Кроме того, в этом обстоятельстве заключена просто методологическая необходимость: использование одного искусства в качестве инструмента понимания (если не объяснения) другого снимает проблему разнородности (так называемой гетерономности) предмета и средства познания (мы видим глазами, а объяснять пытаемся разумом, что не может не вызвать сомнений и попыток найти посредника в лице или психологии, из чего получается психологизм, или языка, из чего возникает структурализм[338]
).Впрочем, в своем следующем тексте из того же сборника (уже из названия которого – «Литература по искусству» – понятно, что это продолжение дела Шлоссера) Гомбрих уточняет, что литература, то есть тексты по искусству, имеющие признаки изящной словесности (вообще – находящиеся вне научно осознанной традиции), – это именно тексты ненаучные, к которым можно причислять не только старые источники, то есть тексты еще донаучные, но и тексты современные, но уже выходящие за пределы науки хотя бы по своей подчеркнутой субъективности. И отрицание этой субъективности – вовсе не добродетель: за ним стоит, как подчеркивает Гомбрих, позитивистский идеал внеценностного знания[339]
.То, что остается науке, – это именно прямое и осознанное обращение с произведением искусства как всего лишь с источником исторического знания, то есть как с памятником. Связанность искусствознания с исторической наукой и зависимость от нее только и обеспечивает ему
История искусства – не объясняющая наука
Важно – и это действительно важная идея Гомбриха – не претендовать на объяснение с помощью несомненных истин и всего лишь гипотез, а осознавать, что это гипотезы и не более того (хотя и не менее)[340]

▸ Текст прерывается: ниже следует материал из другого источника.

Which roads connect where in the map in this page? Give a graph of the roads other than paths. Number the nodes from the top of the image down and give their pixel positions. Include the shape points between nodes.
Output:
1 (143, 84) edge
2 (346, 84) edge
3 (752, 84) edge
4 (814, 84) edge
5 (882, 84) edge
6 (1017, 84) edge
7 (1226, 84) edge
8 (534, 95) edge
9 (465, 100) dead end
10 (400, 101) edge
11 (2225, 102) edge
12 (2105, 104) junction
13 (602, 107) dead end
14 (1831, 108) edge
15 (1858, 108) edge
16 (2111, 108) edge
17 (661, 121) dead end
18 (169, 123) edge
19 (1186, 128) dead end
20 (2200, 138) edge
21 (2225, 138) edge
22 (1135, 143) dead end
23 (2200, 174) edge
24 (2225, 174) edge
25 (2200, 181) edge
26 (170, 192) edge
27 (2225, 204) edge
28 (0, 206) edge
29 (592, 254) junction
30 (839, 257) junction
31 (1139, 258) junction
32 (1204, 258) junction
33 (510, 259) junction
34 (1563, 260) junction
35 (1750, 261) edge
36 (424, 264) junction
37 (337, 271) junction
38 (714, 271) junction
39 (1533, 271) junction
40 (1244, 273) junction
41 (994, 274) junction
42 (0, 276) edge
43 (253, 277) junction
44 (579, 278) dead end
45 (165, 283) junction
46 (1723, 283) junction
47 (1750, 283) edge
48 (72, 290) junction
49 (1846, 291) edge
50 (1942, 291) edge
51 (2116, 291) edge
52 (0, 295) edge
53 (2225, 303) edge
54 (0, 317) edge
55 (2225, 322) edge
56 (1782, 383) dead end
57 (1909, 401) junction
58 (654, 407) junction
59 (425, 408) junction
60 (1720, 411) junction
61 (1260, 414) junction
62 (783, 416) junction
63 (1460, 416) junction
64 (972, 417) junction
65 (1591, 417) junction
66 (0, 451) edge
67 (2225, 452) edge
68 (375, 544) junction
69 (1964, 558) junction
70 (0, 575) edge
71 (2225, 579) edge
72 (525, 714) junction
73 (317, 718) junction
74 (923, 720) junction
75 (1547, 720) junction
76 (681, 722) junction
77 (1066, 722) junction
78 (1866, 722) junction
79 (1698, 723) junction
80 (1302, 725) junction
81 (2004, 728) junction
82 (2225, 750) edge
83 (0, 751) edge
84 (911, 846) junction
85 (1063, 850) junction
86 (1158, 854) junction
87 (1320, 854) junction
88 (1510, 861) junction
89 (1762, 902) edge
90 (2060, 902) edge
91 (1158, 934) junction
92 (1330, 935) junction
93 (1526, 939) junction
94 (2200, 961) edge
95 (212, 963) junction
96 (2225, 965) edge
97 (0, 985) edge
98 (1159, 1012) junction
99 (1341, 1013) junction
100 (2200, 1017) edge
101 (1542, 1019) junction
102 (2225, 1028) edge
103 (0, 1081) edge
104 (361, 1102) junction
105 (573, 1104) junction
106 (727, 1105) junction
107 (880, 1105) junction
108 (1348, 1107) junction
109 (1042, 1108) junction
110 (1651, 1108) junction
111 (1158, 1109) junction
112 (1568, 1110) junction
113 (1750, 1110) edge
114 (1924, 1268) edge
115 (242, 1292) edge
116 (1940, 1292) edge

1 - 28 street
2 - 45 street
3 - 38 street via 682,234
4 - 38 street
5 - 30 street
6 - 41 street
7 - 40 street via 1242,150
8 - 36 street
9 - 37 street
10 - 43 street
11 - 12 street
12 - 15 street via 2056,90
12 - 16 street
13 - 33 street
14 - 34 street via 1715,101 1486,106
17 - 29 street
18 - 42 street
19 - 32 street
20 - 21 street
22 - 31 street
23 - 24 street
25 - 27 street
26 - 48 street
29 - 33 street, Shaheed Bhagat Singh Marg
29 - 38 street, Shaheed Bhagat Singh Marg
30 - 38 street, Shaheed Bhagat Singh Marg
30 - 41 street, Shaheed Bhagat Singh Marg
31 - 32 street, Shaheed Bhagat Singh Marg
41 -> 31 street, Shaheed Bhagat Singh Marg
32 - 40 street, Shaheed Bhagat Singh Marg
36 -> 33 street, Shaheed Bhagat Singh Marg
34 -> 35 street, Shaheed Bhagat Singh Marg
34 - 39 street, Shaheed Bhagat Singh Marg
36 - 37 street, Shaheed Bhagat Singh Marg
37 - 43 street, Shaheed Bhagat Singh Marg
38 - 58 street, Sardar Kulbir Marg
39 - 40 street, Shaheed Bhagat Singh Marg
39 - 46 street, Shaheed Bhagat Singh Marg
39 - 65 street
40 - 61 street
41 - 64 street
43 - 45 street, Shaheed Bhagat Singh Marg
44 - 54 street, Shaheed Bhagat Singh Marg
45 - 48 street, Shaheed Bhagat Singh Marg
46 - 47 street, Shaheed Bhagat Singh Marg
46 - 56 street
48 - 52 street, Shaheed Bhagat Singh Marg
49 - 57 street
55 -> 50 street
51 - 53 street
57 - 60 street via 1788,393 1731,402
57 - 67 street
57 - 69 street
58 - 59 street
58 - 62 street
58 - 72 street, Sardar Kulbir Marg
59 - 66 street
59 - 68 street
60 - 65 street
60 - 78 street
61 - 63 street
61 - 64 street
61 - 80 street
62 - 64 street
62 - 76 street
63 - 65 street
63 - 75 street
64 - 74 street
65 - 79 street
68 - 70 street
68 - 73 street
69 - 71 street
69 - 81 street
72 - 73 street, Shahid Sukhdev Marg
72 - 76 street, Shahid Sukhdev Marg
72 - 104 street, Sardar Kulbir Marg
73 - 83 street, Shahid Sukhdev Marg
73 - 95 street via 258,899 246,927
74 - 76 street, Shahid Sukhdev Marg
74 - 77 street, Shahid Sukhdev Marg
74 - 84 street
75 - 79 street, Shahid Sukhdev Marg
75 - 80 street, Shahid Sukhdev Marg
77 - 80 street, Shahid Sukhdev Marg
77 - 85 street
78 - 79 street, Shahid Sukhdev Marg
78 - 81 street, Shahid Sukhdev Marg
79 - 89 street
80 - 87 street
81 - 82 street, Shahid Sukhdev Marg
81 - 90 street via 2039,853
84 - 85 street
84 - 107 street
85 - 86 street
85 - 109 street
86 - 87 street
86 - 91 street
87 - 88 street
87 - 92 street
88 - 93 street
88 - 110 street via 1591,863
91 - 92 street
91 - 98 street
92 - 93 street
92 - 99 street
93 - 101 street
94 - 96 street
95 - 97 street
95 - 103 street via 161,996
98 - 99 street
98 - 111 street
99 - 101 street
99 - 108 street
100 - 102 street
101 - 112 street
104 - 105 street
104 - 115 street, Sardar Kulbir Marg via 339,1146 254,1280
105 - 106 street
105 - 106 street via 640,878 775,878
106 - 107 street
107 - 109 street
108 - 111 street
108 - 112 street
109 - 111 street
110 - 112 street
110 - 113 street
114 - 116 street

. Даже все современные естественно-научные методы (рентген, облучение, химический анализ) всего лишь «затрудняют труд изготовителей подделок», но не приближают «историко-филологические изыскания» к идеалу точного знания, так как все несомненные достижения такого рода – это всего лишь накопление сведений, тогда как претензия именно научного знания – «объяснение и толкование»[341], иначе говоря – прирост знания, а не его реконструкция по причине забвения (вся проблематика историзма – уже здесь, хотя за этим, конечно же, стоят идеи Поппера).Очень важный акцент, который делает Гомбрих, – указание, что для искусствознания вопрос «объяснения и толкования» довольно рано определился как проблема «стиля», за которым присутствует проблематика исторического развития, проблематика определения того, что и по какой причине в искусстве может претерпевать последовательное и целенаправленное (и потому значимое, что-то означающее) изменение. Вопрос о причинах, факторах развития существенен для искусства и крайне важен для искусствознания, так как от того, чтó мы примем (если примем) за причины исторического существования искусства, будет зависеть то, чтó мы будем иметь в качестве предмета нашего изучения и содержания нашего знания. Говоря просто, если – вслед за Гегелем – мы допустим самообнаружение абсолютного духа, являющего себя, например, в «духе времени», за основание истории искусства, то мы останемся без этого искусства (линия, венчаемая фигурой Шнаазе). Если же – вслед за немецкой эстетикой «чистого зрения», вслед за Фишером, Фидлером и фон Гильдебрандом – мы допускаем автономное, имманентное развитие искусства, то мы остаемся без истории (Гомбрих явно помнит уроки Шлоссера, хотя и останавливается – крайне подробно – на Ригле и Вельфлине).
Почти неразрешимая проблема состоит в том, что если художественность принять за критерий истинности в искусстве, то за бортом останется не только море массовой изобразительной продукции (изобразительность на уровне языковой деятельности), но и сама история, так как художественное – синоним уникального, неповторимого и индивидуального, не сводимого ни к чему за своими границами. В этом весь крочеанец Шлоссер, и в этом вся проблема Гомбриха, пытавшегося так или иначе разрешить этот когнитивный парадокс.